On God’s Time August 20, 2016

("Job and His Daughters" by William Blake, 1800. Source: Wikimedia, Creative Commons License).
(“Job and His Daughters” by William Blake, 1800. Source: Wikimedia, Creative Commons License).

Waiting weighs us down and patience demands so much. Whether it’s excitedly counting the days until a loved one visits, dreading the time until a stressful meeting (or exam or paper), or simply biding time during an unbearable social obligation, waiting remains—interminable.

Yet, waiting is not always so mundane. Sometimes its requirements are writ large on our lives.

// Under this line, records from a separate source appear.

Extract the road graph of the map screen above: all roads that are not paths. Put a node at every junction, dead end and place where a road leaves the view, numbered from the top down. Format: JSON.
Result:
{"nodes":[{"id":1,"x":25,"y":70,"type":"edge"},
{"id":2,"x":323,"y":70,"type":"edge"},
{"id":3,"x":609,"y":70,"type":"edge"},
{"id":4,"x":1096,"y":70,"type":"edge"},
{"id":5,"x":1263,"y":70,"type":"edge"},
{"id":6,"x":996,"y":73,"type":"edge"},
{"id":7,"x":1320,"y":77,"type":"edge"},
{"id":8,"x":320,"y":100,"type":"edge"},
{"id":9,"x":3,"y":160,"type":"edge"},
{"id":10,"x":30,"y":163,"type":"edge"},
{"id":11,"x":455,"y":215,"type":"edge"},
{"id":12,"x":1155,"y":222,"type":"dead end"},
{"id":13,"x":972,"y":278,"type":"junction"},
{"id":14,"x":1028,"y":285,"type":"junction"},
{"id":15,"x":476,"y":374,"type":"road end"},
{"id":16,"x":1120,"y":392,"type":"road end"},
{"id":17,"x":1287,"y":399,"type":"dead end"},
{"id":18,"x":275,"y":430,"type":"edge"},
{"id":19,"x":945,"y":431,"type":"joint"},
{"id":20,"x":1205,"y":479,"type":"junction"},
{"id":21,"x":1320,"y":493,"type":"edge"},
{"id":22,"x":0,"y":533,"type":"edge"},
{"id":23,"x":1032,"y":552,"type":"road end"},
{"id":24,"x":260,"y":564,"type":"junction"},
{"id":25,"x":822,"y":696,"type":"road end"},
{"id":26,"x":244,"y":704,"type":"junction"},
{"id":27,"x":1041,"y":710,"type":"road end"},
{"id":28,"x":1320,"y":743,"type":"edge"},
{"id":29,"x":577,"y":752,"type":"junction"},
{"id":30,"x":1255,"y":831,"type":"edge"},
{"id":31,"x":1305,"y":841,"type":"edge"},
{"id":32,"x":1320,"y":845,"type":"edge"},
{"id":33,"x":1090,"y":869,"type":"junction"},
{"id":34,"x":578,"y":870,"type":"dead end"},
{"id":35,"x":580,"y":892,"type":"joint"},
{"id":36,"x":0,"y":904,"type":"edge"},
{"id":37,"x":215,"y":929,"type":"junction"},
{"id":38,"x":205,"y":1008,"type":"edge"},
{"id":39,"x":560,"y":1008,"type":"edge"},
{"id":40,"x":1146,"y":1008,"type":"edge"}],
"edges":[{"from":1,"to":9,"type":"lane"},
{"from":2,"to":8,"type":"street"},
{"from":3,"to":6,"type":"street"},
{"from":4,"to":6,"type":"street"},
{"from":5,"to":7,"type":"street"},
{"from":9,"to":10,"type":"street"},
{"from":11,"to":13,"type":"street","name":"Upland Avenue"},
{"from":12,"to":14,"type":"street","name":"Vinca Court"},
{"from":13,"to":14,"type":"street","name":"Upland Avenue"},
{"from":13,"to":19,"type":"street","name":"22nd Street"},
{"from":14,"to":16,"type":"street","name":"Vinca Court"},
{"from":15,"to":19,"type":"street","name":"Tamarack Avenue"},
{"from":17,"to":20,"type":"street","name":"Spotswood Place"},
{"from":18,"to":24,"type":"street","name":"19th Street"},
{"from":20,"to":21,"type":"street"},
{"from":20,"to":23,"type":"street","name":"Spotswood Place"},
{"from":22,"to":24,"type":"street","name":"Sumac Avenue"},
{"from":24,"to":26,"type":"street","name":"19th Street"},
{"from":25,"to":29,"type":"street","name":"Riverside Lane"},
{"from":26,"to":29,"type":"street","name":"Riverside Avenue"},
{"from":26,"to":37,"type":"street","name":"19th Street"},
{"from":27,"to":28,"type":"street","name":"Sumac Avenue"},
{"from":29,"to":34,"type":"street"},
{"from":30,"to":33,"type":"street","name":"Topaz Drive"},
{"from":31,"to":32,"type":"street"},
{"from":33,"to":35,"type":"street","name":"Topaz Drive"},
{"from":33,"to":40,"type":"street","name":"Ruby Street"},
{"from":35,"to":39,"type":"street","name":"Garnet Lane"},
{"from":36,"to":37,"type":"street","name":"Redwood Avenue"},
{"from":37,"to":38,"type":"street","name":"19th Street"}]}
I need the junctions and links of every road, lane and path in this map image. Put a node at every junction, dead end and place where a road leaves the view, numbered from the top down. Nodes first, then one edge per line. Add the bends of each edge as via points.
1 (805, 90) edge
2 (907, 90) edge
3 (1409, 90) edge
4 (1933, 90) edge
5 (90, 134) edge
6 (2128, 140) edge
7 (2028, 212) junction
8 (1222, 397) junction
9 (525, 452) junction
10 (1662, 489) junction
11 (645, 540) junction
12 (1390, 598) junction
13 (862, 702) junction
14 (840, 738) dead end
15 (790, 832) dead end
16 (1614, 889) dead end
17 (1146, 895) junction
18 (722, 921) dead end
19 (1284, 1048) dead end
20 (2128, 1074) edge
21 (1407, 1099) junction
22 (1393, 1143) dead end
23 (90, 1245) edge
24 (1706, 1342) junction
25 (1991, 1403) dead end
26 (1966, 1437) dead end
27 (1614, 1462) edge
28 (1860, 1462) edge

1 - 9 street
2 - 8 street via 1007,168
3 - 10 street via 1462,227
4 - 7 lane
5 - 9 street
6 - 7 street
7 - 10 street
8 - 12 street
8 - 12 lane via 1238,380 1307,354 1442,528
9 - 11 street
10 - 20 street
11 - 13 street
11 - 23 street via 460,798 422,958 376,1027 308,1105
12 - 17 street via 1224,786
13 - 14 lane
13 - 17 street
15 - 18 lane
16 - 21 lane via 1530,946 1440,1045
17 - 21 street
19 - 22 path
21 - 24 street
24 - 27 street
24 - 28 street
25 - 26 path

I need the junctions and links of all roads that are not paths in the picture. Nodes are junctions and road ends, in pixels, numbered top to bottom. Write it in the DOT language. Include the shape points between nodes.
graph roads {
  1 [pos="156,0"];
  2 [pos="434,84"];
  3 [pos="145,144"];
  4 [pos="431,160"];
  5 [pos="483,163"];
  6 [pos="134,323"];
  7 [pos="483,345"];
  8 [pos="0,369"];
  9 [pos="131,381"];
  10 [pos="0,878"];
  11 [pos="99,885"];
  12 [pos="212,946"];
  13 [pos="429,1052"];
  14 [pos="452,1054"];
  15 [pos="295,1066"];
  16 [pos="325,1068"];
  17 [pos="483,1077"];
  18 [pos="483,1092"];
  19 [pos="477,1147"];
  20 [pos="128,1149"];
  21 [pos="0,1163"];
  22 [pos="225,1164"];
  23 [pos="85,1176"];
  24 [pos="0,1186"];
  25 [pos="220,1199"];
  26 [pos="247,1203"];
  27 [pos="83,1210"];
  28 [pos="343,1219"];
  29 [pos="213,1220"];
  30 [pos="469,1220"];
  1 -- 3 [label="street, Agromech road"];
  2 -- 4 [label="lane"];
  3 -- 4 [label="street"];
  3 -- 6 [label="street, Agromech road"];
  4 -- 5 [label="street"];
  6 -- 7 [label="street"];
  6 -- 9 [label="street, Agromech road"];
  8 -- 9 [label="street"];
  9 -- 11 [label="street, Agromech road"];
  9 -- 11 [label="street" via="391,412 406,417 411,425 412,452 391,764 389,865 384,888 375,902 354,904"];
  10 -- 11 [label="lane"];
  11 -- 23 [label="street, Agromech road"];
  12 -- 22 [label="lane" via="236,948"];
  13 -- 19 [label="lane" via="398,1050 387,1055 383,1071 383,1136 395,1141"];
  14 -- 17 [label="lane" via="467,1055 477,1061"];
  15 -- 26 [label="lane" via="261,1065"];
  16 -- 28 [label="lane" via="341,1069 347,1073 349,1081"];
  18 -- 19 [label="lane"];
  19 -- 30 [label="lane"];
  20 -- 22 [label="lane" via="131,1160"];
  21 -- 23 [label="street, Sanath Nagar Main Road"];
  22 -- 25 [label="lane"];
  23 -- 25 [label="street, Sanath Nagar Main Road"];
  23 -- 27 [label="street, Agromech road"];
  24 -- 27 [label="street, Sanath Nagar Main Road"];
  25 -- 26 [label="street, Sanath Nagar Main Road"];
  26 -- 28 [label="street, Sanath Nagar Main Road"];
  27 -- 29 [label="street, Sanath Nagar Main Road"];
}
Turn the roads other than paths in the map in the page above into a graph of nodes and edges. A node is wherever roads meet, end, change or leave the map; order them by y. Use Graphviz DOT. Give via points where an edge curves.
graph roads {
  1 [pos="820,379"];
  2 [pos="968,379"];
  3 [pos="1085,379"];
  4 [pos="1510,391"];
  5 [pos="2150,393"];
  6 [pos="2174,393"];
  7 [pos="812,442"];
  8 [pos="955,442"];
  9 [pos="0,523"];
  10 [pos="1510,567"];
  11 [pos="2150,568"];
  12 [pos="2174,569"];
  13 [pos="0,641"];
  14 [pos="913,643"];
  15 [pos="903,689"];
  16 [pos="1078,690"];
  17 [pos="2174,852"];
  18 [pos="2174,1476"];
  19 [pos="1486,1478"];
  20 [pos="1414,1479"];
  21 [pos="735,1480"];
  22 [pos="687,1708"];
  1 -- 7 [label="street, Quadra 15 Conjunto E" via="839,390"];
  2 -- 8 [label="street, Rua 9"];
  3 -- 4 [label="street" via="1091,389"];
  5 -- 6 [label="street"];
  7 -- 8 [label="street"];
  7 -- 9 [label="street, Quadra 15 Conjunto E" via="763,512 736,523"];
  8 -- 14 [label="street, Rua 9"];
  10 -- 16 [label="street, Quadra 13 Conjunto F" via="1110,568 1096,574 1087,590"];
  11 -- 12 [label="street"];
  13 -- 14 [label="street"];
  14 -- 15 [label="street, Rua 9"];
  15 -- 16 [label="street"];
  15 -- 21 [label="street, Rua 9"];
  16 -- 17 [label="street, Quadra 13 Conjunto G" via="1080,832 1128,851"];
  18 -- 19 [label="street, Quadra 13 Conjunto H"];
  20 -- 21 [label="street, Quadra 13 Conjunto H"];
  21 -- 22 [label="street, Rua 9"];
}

I think of my teenage self, lying in bed, trying to sleep, but shaken with pain. A throbbing discomfort welling up in my leg again and again. Just as sleep seemed possible another wave would pulsate out, indefinable—not the discomfort of the headaches or the sharpness of the cuts and scrapes I’d known before. Only after a few months, only after I’d (temporarily) lost my ability to walk properly, did they discover the cause of the pain: Crohn’s Disease.

I think of a dear friend, who’s been suffering too long now, whose entire life for a year or so has been tragedy after tragedy and difficulty after difficulty. Family sickness, personal illness, strained relationships and emotional duress: no part of her life has escaped a year (un)worthy of Job himself. In her, I have seen someone who should be enjoying tastes of newfound independence thrust into an adulthood for which she was not trained, someone, who, very justifiably could scream out “why me” at any moment.

Friends keep us going. Prayer keeps us going. Love keeps us going.

But more than anything the recognition that we cannot control everything allows us to begin to accept the difficulties of life. We wait on them in the quiet acceptance that we are not omnipotent. God’s time, if I might be permitted that phrase, is not ours.

This is hard to remember in situations big and small—both when you’re lying in bed in pain and when your annoying colleague simply won’t stop talking. Yet we need it in both. Both are reminders of our humble status as human beings, of the patience needed to wait on a world that is always already beyond our control.